Né en mai 1265, Dante (ou Durante) est issu d’une de ces riches familles d’usuriers de Florence, les Alighieri : il est Dante Alighierii, ou Dante di Alighiero degli Alighieri, l’un des Grands, des magnats, proche de la noblesse florentine. Il est le fils aîné d’un homme d’affaires décédé alors qu’il était encore un très jeune enfant. Dante et son frère Francesco sont assez riches pour vivre des rentes de leurs propriétés terriennes.
Dante n’aurait peut-être pas écrit sa célèbre trilogie s’il était resté toute sa vie à Florence. La Divine Comédie est pour lui un voyage initiatique, rétrospectif tout autant que géographique. Il n’aurait pas non plus écrit son œuvre la plus connue s’il n’était pas tombé amoureux de Béatrice Portinari (ou plutôt de Bice de Folco Portinari), déjà mariée à messire Simone de Bardi, riche banquier, lorsqu’il la rencontre, et morte à l’âge de 25 ans, le 19 juin 1290. Son amour terrestre pour Béatrice durera sept ans. Si écrire Vita nuova lui permit de faire son deuil, écrire La Divine Comédie lui permit d’idéaliser le souvenir de Béatrice.
Pourtant, Dante épouse Gemma, fille de messire Manetto Donati, probablement en 1293, alors qu’il a 27 ans, mais Boccace (né en 1313) affirmera que Dante était si peu heureux avec sa femme qu’il profita de son exil pour ne plus jamais la revoir.

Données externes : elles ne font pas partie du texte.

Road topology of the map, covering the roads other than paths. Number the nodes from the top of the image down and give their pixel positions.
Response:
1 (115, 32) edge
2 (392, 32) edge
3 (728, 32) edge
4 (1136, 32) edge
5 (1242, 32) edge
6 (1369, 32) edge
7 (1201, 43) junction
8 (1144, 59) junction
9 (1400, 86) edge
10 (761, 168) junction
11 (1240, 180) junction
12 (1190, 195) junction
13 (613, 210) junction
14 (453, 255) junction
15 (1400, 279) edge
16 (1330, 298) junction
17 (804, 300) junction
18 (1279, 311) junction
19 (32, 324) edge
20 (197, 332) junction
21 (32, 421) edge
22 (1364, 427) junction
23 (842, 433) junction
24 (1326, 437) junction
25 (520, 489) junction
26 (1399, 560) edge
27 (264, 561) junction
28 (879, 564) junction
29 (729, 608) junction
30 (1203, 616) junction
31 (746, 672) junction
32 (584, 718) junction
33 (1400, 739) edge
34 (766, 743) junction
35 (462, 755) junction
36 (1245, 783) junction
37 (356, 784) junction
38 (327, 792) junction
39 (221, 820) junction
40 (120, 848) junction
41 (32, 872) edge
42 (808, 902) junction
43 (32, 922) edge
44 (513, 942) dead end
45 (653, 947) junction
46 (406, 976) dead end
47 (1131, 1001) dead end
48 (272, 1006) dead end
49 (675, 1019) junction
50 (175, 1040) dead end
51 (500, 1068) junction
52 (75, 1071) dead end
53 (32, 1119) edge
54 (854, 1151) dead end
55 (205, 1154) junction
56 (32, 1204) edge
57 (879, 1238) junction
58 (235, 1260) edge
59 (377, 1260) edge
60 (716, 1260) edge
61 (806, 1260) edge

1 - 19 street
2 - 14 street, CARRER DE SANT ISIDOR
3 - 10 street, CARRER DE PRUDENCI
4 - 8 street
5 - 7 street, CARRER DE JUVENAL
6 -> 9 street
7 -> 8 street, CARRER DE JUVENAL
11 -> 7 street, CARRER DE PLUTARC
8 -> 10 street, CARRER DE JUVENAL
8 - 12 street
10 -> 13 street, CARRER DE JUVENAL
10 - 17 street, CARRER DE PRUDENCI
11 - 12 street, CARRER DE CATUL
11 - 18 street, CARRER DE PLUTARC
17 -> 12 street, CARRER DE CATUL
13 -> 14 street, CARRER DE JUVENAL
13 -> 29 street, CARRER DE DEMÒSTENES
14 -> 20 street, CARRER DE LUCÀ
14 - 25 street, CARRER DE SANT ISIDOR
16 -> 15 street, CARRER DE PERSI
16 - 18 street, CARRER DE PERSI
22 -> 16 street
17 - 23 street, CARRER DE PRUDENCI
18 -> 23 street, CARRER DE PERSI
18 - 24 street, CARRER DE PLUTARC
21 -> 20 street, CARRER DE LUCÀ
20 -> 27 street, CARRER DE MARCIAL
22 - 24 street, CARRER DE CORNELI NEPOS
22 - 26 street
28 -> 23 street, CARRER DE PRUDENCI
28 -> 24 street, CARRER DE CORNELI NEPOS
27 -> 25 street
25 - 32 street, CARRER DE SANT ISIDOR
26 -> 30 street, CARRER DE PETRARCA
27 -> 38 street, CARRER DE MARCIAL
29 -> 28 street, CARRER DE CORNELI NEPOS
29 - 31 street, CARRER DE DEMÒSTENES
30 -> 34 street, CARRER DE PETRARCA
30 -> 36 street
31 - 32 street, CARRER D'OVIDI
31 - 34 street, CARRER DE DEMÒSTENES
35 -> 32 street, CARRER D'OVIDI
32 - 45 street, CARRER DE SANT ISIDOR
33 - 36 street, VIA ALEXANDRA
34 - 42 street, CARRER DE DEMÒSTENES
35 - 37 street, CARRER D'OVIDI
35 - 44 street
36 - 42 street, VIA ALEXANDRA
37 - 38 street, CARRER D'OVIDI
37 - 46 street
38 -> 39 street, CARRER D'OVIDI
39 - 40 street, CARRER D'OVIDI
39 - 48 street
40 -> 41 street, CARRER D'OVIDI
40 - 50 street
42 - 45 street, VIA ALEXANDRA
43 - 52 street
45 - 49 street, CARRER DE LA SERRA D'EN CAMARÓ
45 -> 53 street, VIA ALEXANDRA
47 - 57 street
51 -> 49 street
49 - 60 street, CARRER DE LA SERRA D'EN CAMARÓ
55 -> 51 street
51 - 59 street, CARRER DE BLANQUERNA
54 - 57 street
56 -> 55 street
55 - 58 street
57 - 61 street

A 30 ans, Dante participe à la vie politique de la ville de Florence, après s’être jeté « à corps perdu dans les études ». Il prend part au conseil général de la commune, se fait nommer au Conseil spécial du Capitaine du peuple, puis au Conseil des Cent. Il appartient au parti des Guelfes (partisans de la papauté, représentée par le pape Boniface VIII) contre les Gibelins (partisans du Saint-Empire romain germanique, c’est-à-dire de la descendance de l’empereur Frédéric de Hohenstaufen). Au sein des Guelfes, il opte pour le camp des Blancs, dirigés par les Cerchi, banquiers nouvellements enrichis, proches du peuple – il est « le représentant d’un régime qui avait comme objectif principal de défendre le peuple de la violence des Grands » –, contre les Noirs, dirigés par les Donati, d’ancienne noblesse, qui défendent des valeurs plus élitistes ou ségrégationnistes. A Florence, les magnats ou chevaliers ainsi que la riche bourgeoisie se partagent entre les deux factions. Mais la corruption était le cauchemar de la vie politique italienne et Dante la stigmatisera avec rage dans L’Enfer (chants XVIII à XXX), où les trafiquants et concussionnaires nagent dans la poix bouillante, au 8e cercle de l’Enfer où sont punis les fraudeurs. A la suite de discours et d’actions politiques ayant mis en cause Boniface VIII et les Guelfes Noirs, Dante est condamné en 1302 au bannissement, avec plus de six cents de ses compatriotes. Les propriétés de Dante sont dévastées par les Noirs puis seront administrées par la ville. La violente rupture avec les Blancs est évoquée au chant XVII du Paradis, lorsque Cacciaguida lui décrit l’avenir : il devra quitter Florence, où l’on intrigue déjà à ses dépens. Ainsi, en l’absence d’archives fiables sur la période de son exil, Dante nous offre dans La Divine Comédie une version autographe de sa vie, en particulier par la bouche de Cacciaguida, aïeul de Dante, rencontré au Paradis dans les chants XV, XVI et XVII.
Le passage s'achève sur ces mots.